## EXERCISE BRIEF
Search the records for "main" and copy each line that holds it.

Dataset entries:
================
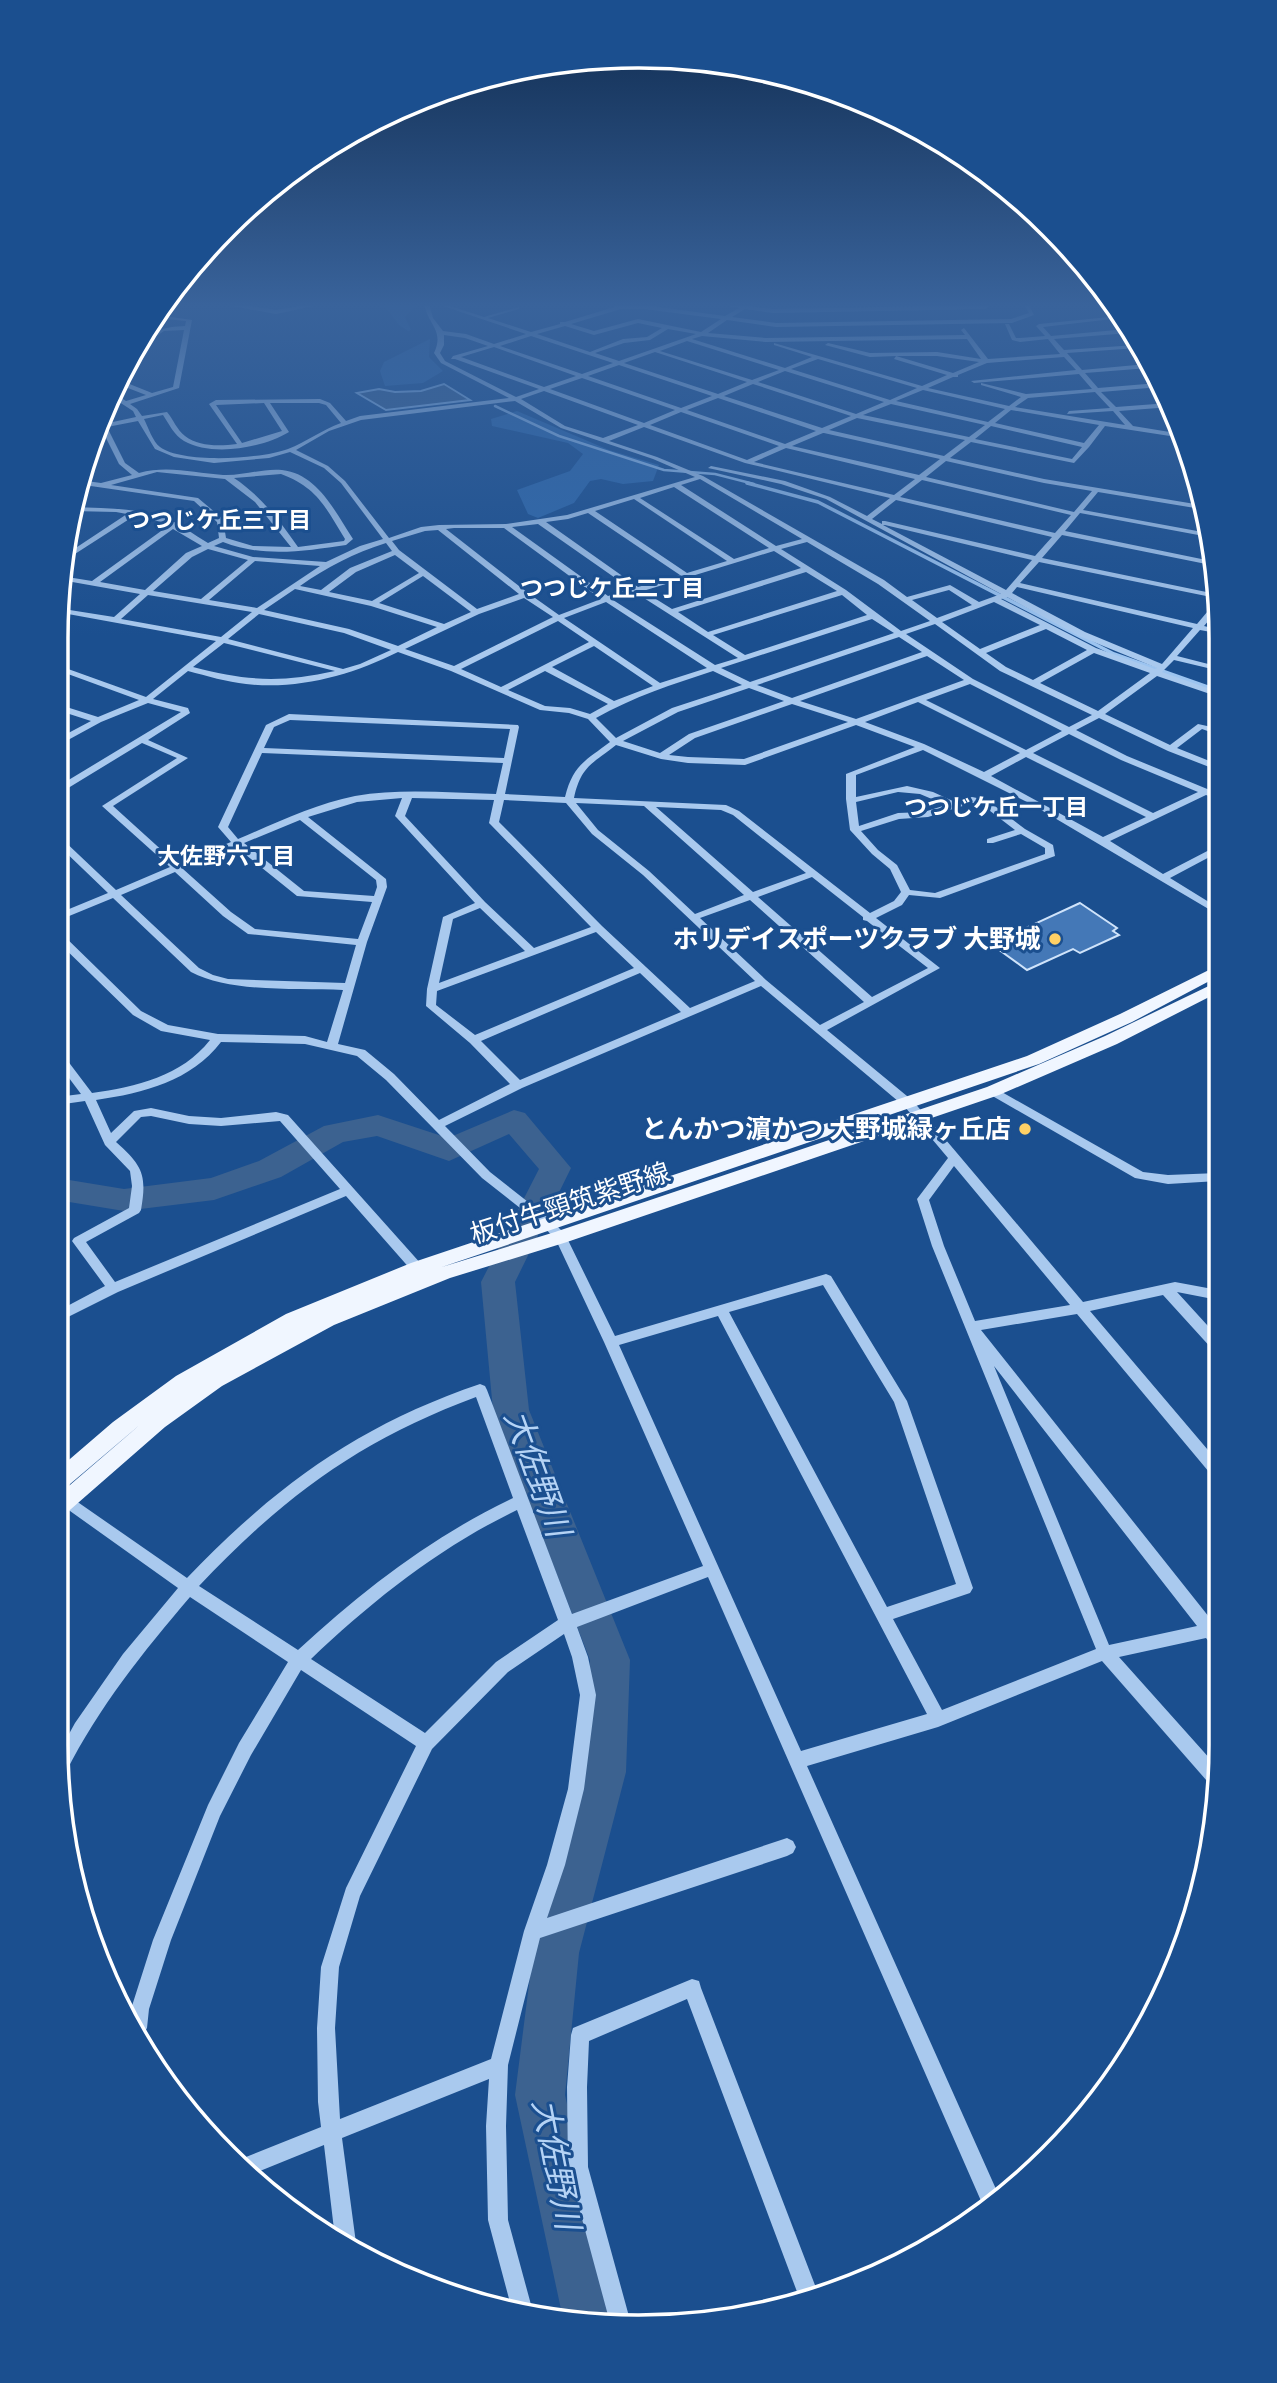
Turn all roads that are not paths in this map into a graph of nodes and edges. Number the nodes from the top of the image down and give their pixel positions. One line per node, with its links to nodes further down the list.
1 (136, 414): 22 (street)
2 (159, 414): 22 (street)
3 (166, 414): 36 (street)
4 (219, 414): 36 (street)
5 (274, 414): 36 (street)
6 (337, 414): 23 (street)
7 (383, 414): 23 (street)
8 (541, 414): 34 (street)
9 (615, 414): 27 (street)
10 (671, 414): 27 (street)
11 (693, 414): 37 (street)
12 (774, 414): 31 (street)
13 (852, 414): 21 (street)
14 (862, 414): 21 (street)
15 (945, 414): 24 (street)
16 (1001, 414): 24 (street)
17 (1047, 414): 20 (street)
18 (1060, 414): 20 (street)
19 (1119, 414): 29 (street)
20 (1052, 415): 25 (street)
21 (858, 416): 31 (street); 35 (street)
22 (139, 418): 26 (street); 39 (street)
23 (345, 422): 39 (street)
24 (988, 424): 35 (street); 38 (street)
25 (1104, 424): 29 (street); 38 (street)
26 (110, 425)
27 (645, 425): 34 (street); 41 (street)
28 (1167, 427): 30 (street)
29 (1131, 428): 30 (street)
30 (1145, 430): 32 (street)
31 (824, 431): 37 (street); 40 (street)
32 (1170, 434)
33 (106, 436): 44 (street)
34 (605, 440): 43 (street)
35 (967, 441): 38 (street); 40 (street)
36 (241, 446)
37 (785, 446): 41 (street); 47 (street)
38 (1087, 446)
39 (291, 450): 67 (street)
40 (944, 458): 47 (street); 51 (street)
41 (747, 462): 42 (street); 53 (street)
42 (711, 468): 43 (street); 59 (street)
43 (687, 470): 46 (street)
44 (137, 475): 45 (street); 50 (street)
45 (226, 477): 70 (street); 70 (street)
46 (701, 477): 49 (street); 68 (street)
47 (919, 478): 53 (street); 57 (street)
48 (90, 484): 50 (street)
49 (674, 484): 52 (street); 71 (street)
50 (102, 485): 66 (street)
51 (1096, 490): 54 (street); 57 (street)
52 (633, 496): 56 (street); 76 (street)
53 (894, 497): 59 (street); 65 (street)
54 (1193, 506)
55 (83, 509): 58 (street)
56 (590, 511): 60 (street); 81 (street)
57 (1077, 512): 64 (street); 65 (street)
58 (134, 513): 61 (street); 72 (street)
59 (867, 519): 75 (street); 90 (street)
60 (541, 522): 62 (street); 86 (street)
61 (174, 525): 69 (street); 83 (street)
62 (506, 526): 63 (street); 93 (street)
63 (439, 527): 67 (street); 92 (street)
64 (1199, 533)
65 (1058, 534): 75 (street); 77 (street)
66 (223, 539): 69 (street); 70 (street)
67 (386, 540): 73 (street); 78 (street)
68 (808, 540): 71 (street); 94 (street)
69 (207, 546): 74 (street); 89 (street)
70 (296, 549)
71 (778, 549): 76 (street); 79 (street)
72 (75, 550)
73 (396, 552): 80 (street); 87 (street)
74 (253, 559): 78 (street); 96 (street)
75 (1037, 559): 84 (street); 91 (street)
76 (734, 562): 81 (street)
77 (1204, 562)
78 (327, 565): 85 (street)
79 (807, 569): 88 (street); 102 (street)
80 (423, 573): 97 (street); 101 (street)
81 (686, 575): 86 (street)
82 (71, 580): 83 (street)
83 (93, 584): 89 (street)
84 (1015, 584): 90 (street); 109 (street)
85 (295, 587): 87 (street); 99 (street)
86 (637, 590): 93 (street); 102 (street)
87 (324, 592): 97 (street)
88 (844, 592): 103 (street); 113 (street)
89 (142, 593): 96 (street); 106 (street)
90 (1007, 594): 95 (street); 124 (street)
91 (1207, 594)
92 (524, 595): 101 (street); 105 (street)
93 (607, 599): 105 (street); 126 (street)
94 (904, 600): 98 (street); 107 (street)
95 (997, 600): 98 (street); 108 (street)
96 (201, 603): 99 (street)
97 (373, 604): 110 (street)
98 (979, 606): 107 (street)
99 (258, 611): 114 (street); 116 (street)
100 (69, 612): 106 (street)
101 (476, 612): 110 (street)
102 (671, 612): 113 (street)
103 (873, 616): 112 (street); 121 (street)
104 (1208, 616): 109 (street)
105 (558, 618): 115 (street); 127 (street)
106 (115, 620): 114 (street)
107 (934, 622): 112 (street); 119 (street)
108 (1045, 626): 117 (street); 119 (street)
109 (1199, 626): 111 (street); 120 (street)
110 (444, 627): 116 (street)
111 (1209, 629)
112 (900, 633): 118 (street); 132 (street)
113 (705, 635): 121 (street)
114 (221, 639): 125 (street); 129 (street)
115 (593, 643): 123 (street); 134 (street)
116 (398, 649): 127 (street); 129 (street)
117 (1093, 650): 130 (street); 133 (street)
118 (928, 653): 131 (street); 137 (street)
119 (978, 653): 133 (street)
120 (1172, 657): 122 (street); 124 (street)
121 (744, 658): 126 (street)
122 (1209, 666)
123 (545, 667): 135 (street); 140 (street)
124 (1163, 667): 130 (street)
125 (185, 668): 129 (street); 139 (street)
126 (713, 668): 132 (street); 134 (street)
127 (454, 669): 135 (street)
128 (68, 671): 139 (street)
129 (343, 672)
130 (1155, 674): 136 (street); 142 (street)
131 (970, 681): 138 (street); 147 (street)
132 (749, 684): 137 (street); 150 (street)
133 (1033, 684): 142 (street)
134 (659, 686): 140 (street)
135 (501, 690): 143 (street)
136 (1209, 692)
137 (790, 699): 145 (street); 155 (street)
138 (920, 699): 145 (street); 154 (street)
139 (147, 700): 144 (street); 149 (street)
140 (614, 704): 143 (street)
141 (68, 710): 144 (street)
142 (1100, 714): 147 (street); 152 (street)
143 (591, 717): 150 (street)
144 (98, 720): 148 (street)
145 (854, 722): 151 (street); 155 (street)
146 (1209, 729): 152 (street)
147 (1072, 731): 154 (street); 160 (street)
148 (68, 737)
149 (142, 740): 159 (street); 177 (street)
150 (615, 742): 155 (street); 165 (street)
151 (923, 747): 158 (street); 164 (street)
152 (1171, 749): 157 (street)
153 (259, 750): 156 (street); 156 (street); 174 (street)
154 (1031, 753): 158 (street); 169 (street)
155 (661, 756)
156 (508, 761): 163 (street)
157 (1209, 764)
158 (984, 776): 173 (street)
159 (68, 784)
160 (1205, 792): 161 (street); 169 (street)
161 (1209, 793)
162 (408, 795): 163 (street); 168 (street); 184 (street)
163 (499, 797): 165 (street); 189 (street)
164 (851, 799): 167 (street); 170 (street)
165 (569, 801): 166 (street); 187 (street)
166 (647, 804): 178 (street); 182 (street)
167 (953, 805): 170 (street); 171 (street)
168 (301, 816): 174 (street); 183 (street)
169 (1153, 817): 173 (street)
170 (855, 830): 180 (street)
171 (1022, 831): 172 (street); 180 (street)
172 (989, 841)
173 (1103, 841): 179 (street)
174 (236, 842): 177 (street); 183 (street)
175 (68, 850): 181 (street)
176 (1209, 853): 179 (street)
177 (177, 867): 181 (street); 190 (street)
178 (814, 873): 182 (street); 188 (street)
179 (1163, 878): 185 (street)
180 (906, 892): 188 (street)
181 (113, 895): 186 (street); 196 (street)
182 (751, 898): 187 (street); 199 (street)
183 (378, 899): 190 (street)
184 (481, 904): 192 (street); 197 (street)
185 (1209, 906)
186 (68, 913)
187 (695, 917): 195 (street)
188 (867, 918): 199 (street)
189 (598, 928): 192 (street); 193 (street)
190 (362, 943): 196 (street)
191 (68, 946): 202 (street)
192 (532, 952): 197 (street)
193 (641, 969): 200 (street); 203 (street)
194 (1209, 975): 210 (main road, 板付牛頸筑紫野線)
195 (762, 982): 200 (street); 201 (street)
196 (349, 988): 204 (street)
197 (432, 989): 203 (street)
198 (1209, 991): 207 (main road, 板付牛頸筑紫野線)
199 (871, 1002): 201 (street)
200 (688, 1013): 206 (street)
201 (821, 1030): 210 (street)
202 (218, 1038): 204 (street); 208 (street)
203 (474, 1040): 206 (street)
204 (332, 1045): 211 (street)
205 (68, 1069): 208 (street)
206 (518, 1085): 211 (street)
207 (993, 1091): 210 (main road, 板付牛頸筑紫野線); 214 (street)
208 (89, 1097): 209 (street); 212 (street)
209 (68, 1100)
210 (913, 1109): 213 (street); 216 (main road, 板付牛頸筑紫野線)
211 (438, 1128): 216 (street)
212 (109, 1142): 215 (street); 218 (street)
213 (955, 1157): 221 (street); 224 (street)
214 (1209, 1178)
215 (347, 1191): 217 (street); 218 (street)
216 (554, 1230): 217 (main road, 板付牛頸筑紫野線); 226 (street); 229 (main road, 板付牛頸筑紫野線)
217 (417, 1268): 228 (main road, 板付牛頸筑紫野線)
218 (113, 1288): 223 (street)
219 (1166, 1289): 220 (street); 221 (street); 225 (street)
220 (1209, 1293)
221 (1081, 1308): 224 (street); 227 (street)
222 (721, 1309): 226 (street); 234 (street); 234 (street)
223 (68, 1312)
224 (971, 1327): 236 (street); 238 (street)
225 (1209, 1336)
226 (611, 1342): 232 (street)
227 (1209, 1462)
228 (68, 1487)
229 (68, 1490)
230 (521, 1501): 233 (street); 235 (street); 239 (street)
231 (68, 1503): 233 (street)
232 (712, 1569): 235 (street); 243 (street)
233 (188, 1587): 239 (street); 242 (street)
234 (885, 1615): 240 (street)
235 (568, 1623): 241 (street); 246 (street)
236 (1209, 1625)
237 (1209, 1635): 238 (street)
238 (1105, 1653): 240 (street); 244 (street)
239 (298, 1660): 241 (street); 247 (street)
240 (937, 1719): 243 (street)
241 (426, 1742): 249 (street)
242 (68, 1750)
243 (796, 1761): 251 (street)
244 (1208, 1770)
245 (787, 1847): 246 (street)
246 (533, 1931): 248 (street)
247 (139, 2019)
248 (499, 2065): 249 (street); 254 (street)
249 (332, 2133): 250 (street); 252 (street)
250 (253, 2164)
251 (988, 2195)
252 (345, 2233)
253 (806, 2289): 255 (street)
254 (521, 2302)
255 (618, 2314)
================
## RESULT OF THE EXERCISE
194 (1209, 975): 210 (main road, 板付牛頸筑紫野線)
198 (1209, 991): 207 (main road, 板付牛頸筑紫野線)
207 (993, 1091): 210 (main road, 板付牛頸筑紫野線); 214 (street)
210 (913, 1109): 213 (street); 216 (main road, 板付牛頸筑紫野線)
216 (554, 1230): 217 (main road, 板付牛頸筑紫野線); 226 (street); 229 (main road, 板付牛頸筑紫野線)
217 (417, 1268): 228 (main road, 板付牛頸筑紫野線)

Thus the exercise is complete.